Aturan pembatasan pergerakan warga, atau 'lockdown', selama pandemi COVID-19 telah menyebabkan meningkatnya kekerasan terhadap perempuan dan anak-anak di Asia, menurut sebuah laporan baru.
Laporan 'Because We Matter', yang dirilis oleh organisasi Plan International Australia dan Save the Children, menunjukkan adanya peningkatan pelecehan di dunia maya, di mana anak-anak lebih terpapar pada 'cyberbullying', konten berbahaya, dan eksploitasi seksual selama masa 'lockdown' atau pembatasan pergerakan.
BACA JUGA: Ya Ampun, Persentase Kematian Pasien COVID-19 Indonesia Lebih Tinggi dari Dunia
Dampak ekonomi dari COVID-19 juga dikhawatirkan dapat mengarah pada peningkatan eksploitasi anak dan perkawinan anak, padahal selama beberapa tahun terakhir sudah mengalami kemajuan.

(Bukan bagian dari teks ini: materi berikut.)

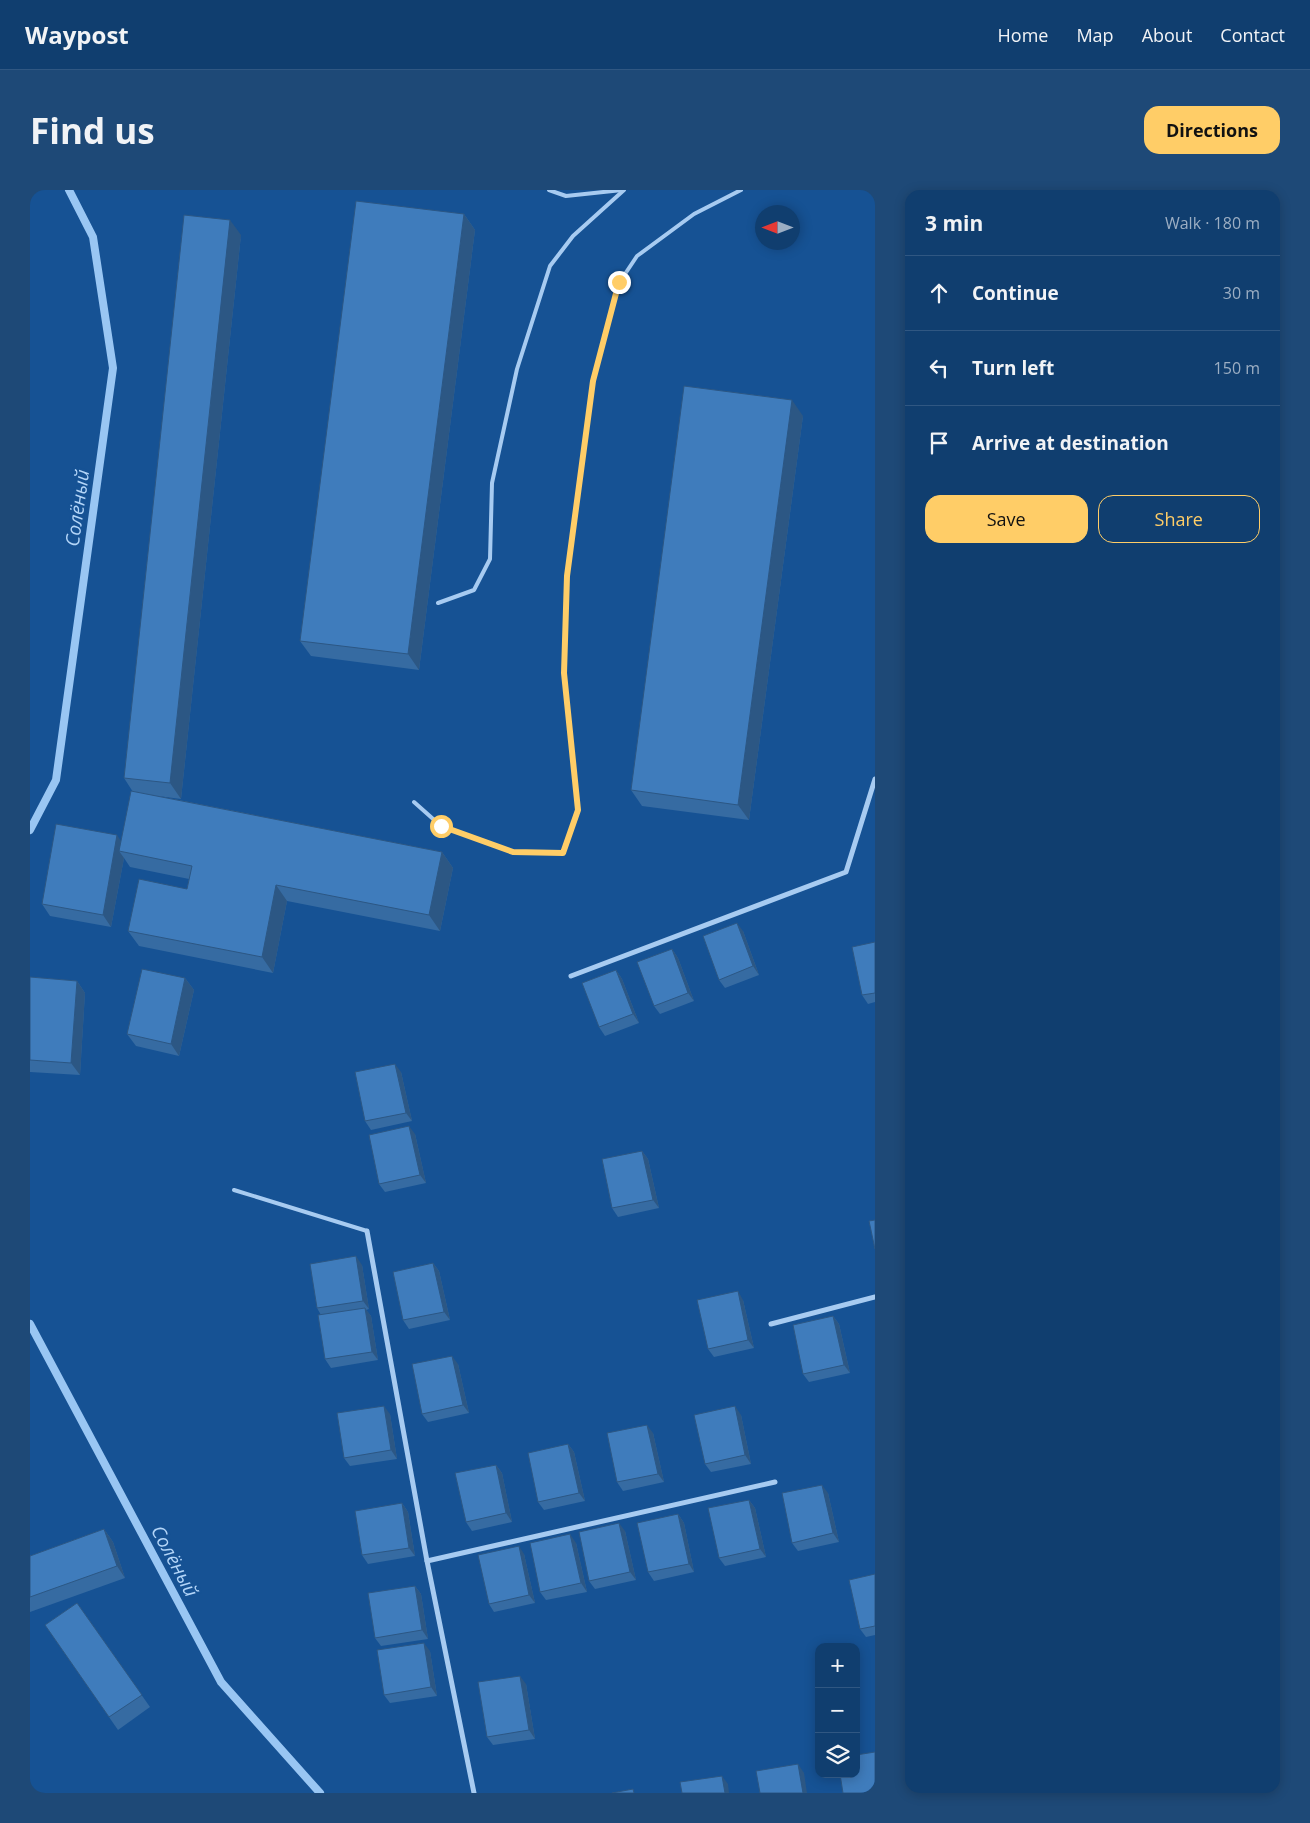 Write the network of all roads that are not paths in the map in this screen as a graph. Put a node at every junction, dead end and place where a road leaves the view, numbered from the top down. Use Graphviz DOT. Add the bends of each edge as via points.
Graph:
graph roads {
  1 [pos="549,190"];
  2 [pos="624,190"];
  3 [pos="740,190"];
  4 [pos="438,603"];
  5 [pos="875,779"];
  6 [pos="414,802"];
  7 [pos="571,976"];
  8 [pos="234,1190"];
  9 [pos="367,1232"];
  10 [pos="875,1297"];
  11 [pos="771,1324"];
  12 [pos="775,1482"];
  13 [pos="427,1561"];
  14 [pos="474,1793"];
  1 -- 2 [label="lane" via="566,196"];
  2 -- 4 [label="lane" via="573,236 550,266 516,369 492,484 490,559 474,590"];
  3 -- 6 [label="lane" via="694,214 638,256 619,282 593,381 567,576 564,673 578,810 563,853 513,852 441,826"];
  5 -- 7 [label="street" via="846,872"];
  8 -- 9 [label="lane"];
  9 -- 13 [label="street"];
  10 -- 11 [label="street"];
  12 -- 13 [label="street"];
  13 -- 14 [label="street"];
}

"Kekerasan terhadap anak-anak, dan khususnya anak perempuan, telah lama menjadi kondisi darurat yang tak tedengar dan sekarang mengancam akan meningkat secara dramatis," tulis laporan itu.
BACA JUGA: Agung Laksono Senang Ada Duet Airlangga-Erick Thohir
Photo: Ada kekhawatiran jika tekanan ekonomi selama pandemi virus corona membuat kawin paksa di kalangan anak-anak, seperti di Bangladesh, akan naik. (Save the Children: Tom Merilion)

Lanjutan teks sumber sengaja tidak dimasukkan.